Einstweilen beschäftigte ihn etwas Profanes: Er würde Hunger haben − an diesem Vormittag wie an den übrigen. Kalles Familie war arm, sein Frühstück sehr dürftig, der Schultag lang. Die Klassenkameraden waren zumeist bestens versorgt. Felix, Sohn eines Drogisten, gab Kalle einmal eine dick belegte Wurst-Stulle. Die erschien Kalle geradezu himmlisch.

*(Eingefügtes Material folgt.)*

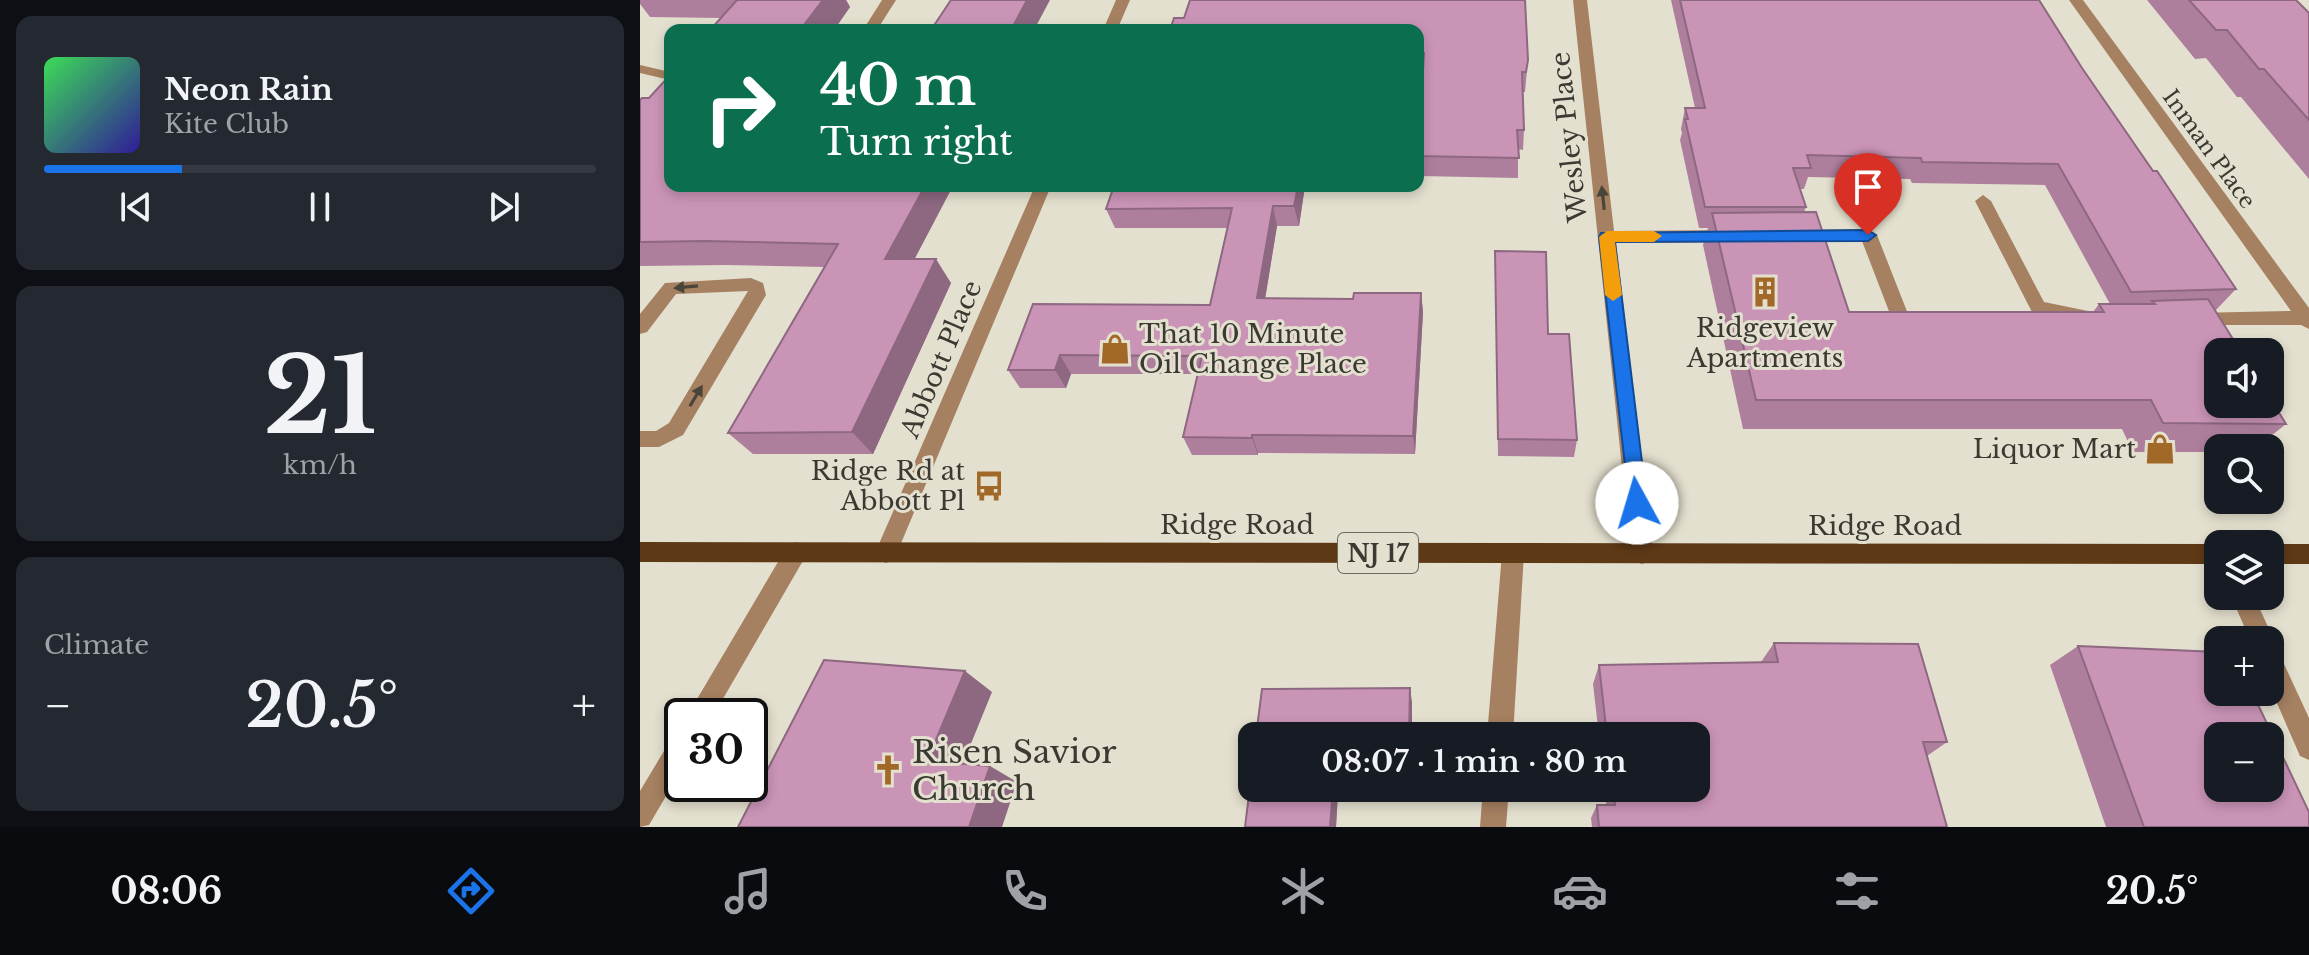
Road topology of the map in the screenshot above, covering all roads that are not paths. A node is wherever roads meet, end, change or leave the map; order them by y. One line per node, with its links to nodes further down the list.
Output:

Seit diesem Tag stand er früh auf, wählte stets eine andere Straße und Haustür und entwendete rasch eine der bereitgestellten Brötchentüten. Dann schlich er nach Hause und versteckte erleichtert den Fund in der Schultasche. Diese Versorgungsmaßnahmen währten länger als ein Jahr. Sie endeten erst, als eines Tages seine kleine Schwester Pia, vom Brötchenduft angelockt, schnurstracks zum Vater lief.